### Directions for this task
Every line from the line containing "Turn all roads" through the final line below must be returned exactly, and no other line.

### Source data
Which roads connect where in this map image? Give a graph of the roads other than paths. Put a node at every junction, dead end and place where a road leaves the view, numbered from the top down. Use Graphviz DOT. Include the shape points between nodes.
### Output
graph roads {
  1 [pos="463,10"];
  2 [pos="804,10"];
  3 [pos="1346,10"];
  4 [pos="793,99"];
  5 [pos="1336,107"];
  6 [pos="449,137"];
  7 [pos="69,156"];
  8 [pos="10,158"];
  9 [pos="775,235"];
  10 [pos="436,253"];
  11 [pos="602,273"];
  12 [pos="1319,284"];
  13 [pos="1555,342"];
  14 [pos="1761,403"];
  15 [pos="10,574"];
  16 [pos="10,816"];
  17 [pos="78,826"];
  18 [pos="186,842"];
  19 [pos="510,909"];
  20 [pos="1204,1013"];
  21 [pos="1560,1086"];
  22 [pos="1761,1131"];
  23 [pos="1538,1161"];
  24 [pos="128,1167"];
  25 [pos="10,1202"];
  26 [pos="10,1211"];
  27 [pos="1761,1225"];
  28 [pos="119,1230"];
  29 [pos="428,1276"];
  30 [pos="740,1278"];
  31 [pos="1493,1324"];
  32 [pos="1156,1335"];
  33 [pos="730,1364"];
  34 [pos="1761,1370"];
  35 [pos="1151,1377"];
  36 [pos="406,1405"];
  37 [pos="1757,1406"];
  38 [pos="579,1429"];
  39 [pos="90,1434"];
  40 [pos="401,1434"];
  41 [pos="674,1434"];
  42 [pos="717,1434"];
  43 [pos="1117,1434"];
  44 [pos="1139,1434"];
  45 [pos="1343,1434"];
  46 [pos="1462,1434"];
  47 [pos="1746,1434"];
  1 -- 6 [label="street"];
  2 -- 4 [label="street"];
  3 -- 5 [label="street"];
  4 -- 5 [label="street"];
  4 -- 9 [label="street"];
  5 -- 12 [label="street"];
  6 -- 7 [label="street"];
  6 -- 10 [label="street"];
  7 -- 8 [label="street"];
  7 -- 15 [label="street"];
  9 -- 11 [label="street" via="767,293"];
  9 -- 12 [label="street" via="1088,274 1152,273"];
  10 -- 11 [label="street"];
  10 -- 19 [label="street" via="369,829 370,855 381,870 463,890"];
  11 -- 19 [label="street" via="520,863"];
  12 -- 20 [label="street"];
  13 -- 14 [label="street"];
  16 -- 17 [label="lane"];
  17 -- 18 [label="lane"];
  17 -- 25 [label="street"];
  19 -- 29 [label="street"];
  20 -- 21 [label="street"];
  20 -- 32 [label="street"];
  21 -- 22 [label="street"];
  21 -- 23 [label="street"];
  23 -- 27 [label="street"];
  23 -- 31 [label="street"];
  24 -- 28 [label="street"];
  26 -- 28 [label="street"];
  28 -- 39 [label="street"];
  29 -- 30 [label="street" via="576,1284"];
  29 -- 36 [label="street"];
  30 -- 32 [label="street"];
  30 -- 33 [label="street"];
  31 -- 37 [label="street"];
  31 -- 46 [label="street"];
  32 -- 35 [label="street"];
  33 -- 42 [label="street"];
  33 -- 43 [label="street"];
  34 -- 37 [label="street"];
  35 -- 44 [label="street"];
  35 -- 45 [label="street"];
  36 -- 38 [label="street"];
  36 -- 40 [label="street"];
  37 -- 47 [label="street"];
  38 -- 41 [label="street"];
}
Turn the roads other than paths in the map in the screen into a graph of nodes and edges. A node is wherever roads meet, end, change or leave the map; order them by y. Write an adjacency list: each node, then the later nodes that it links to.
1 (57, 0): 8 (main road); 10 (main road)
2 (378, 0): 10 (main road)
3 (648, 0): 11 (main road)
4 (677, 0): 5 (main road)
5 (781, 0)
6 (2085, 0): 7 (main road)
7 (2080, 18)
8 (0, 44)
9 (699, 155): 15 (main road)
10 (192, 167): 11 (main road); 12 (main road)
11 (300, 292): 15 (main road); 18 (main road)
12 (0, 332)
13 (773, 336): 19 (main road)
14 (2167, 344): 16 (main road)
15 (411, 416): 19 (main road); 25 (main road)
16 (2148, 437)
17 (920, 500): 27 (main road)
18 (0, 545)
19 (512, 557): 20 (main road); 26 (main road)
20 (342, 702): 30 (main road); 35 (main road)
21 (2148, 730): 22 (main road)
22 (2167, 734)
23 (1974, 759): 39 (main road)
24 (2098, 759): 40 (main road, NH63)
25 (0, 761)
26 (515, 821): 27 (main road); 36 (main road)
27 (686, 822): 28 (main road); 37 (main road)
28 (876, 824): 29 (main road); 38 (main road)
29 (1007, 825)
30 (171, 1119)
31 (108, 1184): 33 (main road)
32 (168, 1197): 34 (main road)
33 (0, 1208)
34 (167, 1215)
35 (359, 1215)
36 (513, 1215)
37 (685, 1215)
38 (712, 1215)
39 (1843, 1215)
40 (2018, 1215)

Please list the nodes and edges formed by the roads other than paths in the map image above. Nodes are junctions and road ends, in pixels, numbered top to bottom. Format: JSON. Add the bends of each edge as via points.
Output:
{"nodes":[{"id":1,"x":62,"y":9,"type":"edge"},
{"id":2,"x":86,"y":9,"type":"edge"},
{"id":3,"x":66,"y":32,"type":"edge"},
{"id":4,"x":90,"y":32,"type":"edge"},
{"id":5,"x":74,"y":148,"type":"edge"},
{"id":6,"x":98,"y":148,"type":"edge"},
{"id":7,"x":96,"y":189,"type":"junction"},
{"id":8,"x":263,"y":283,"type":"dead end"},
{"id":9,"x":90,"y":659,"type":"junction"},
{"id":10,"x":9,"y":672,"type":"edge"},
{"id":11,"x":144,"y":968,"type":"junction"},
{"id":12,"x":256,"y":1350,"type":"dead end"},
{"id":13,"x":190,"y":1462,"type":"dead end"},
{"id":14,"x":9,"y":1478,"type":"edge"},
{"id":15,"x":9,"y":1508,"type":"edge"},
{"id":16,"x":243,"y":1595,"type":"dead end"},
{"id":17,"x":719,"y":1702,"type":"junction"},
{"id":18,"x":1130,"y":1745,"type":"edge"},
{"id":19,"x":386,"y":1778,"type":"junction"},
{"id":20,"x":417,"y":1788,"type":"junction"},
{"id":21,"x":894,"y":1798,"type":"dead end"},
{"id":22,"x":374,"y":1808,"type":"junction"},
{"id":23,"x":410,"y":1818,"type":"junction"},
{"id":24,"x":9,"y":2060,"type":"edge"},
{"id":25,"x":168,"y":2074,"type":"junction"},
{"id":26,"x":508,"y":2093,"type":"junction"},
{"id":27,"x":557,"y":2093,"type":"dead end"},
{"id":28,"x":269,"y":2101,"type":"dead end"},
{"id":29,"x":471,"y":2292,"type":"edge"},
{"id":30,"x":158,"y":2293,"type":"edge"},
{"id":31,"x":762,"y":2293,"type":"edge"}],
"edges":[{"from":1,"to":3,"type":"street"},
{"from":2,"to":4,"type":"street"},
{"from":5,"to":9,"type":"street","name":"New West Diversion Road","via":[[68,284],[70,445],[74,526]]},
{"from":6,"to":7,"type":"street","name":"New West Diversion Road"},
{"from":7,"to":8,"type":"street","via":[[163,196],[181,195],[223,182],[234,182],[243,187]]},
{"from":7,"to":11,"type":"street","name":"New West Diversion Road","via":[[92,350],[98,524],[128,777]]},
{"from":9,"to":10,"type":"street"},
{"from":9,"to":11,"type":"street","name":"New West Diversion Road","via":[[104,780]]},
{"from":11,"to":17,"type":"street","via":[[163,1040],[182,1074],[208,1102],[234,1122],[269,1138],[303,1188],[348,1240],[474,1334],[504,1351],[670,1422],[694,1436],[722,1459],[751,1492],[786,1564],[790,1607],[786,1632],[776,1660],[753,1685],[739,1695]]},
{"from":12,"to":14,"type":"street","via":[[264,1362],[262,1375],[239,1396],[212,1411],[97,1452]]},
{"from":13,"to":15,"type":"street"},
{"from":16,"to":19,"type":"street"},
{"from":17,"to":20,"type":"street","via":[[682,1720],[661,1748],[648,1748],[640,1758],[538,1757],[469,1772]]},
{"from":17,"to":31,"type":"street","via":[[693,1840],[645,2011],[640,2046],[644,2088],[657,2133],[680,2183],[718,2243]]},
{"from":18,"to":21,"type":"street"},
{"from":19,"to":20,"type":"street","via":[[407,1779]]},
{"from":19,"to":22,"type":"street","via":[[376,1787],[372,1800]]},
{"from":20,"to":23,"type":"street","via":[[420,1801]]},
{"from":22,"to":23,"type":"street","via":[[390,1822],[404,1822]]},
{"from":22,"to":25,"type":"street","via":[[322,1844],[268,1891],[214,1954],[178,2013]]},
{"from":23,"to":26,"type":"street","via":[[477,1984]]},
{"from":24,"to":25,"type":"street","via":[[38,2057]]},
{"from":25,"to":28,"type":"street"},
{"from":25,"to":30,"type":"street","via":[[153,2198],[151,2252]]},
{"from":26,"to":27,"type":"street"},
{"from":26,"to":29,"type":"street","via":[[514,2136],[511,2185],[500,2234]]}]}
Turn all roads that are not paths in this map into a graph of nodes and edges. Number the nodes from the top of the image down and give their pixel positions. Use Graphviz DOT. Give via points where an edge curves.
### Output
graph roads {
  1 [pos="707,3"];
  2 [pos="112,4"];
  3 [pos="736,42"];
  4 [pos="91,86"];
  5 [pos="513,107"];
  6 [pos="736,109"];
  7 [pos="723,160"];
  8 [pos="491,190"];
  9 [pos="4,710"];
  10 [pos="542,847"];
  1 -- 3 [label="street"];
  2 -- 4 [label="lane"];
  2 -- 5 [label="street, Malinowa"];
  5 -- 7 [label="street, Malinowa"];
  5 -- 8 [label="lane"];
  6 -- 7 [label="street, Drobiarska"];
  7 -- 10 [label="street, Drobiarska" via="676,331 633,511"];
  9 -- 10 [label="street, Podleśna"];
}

### Response area
Turn all roads that are not paths in this map into a graph of nodes and edges. Number the nodes from the top of the image down and give their pixel positions. Use Graphviz DOT. Give via points where an edge curves.
### Output
graph roads {
  1 [pos="707,3"];
  2 [pos="112,4"];
  3 [pos="736,42"];
  4 [pos="91,86"];
  5 [pos="513,107"];
  6 [pos="736,109"];
  7 [pos="723,160"];
  8 [pos="491,190"];
  9 [pos="4,710"];
  10 [pos="542,847"];
  1 -- 3 [label="street"];
  2 -- 4 [label="lane"];
  2 -- 5 [label="street, Malinowa"];
  5 -- 7 [label="street, Malinowa"];
  5 -- 8 [label="lane"];
  6 -- 7 [label="street, Drobiarska"];
  7 -- 10 [label="street, Drobiarska" via="676,331 633,511"];
  9 -- 10 [label="street, Podleśna"];
}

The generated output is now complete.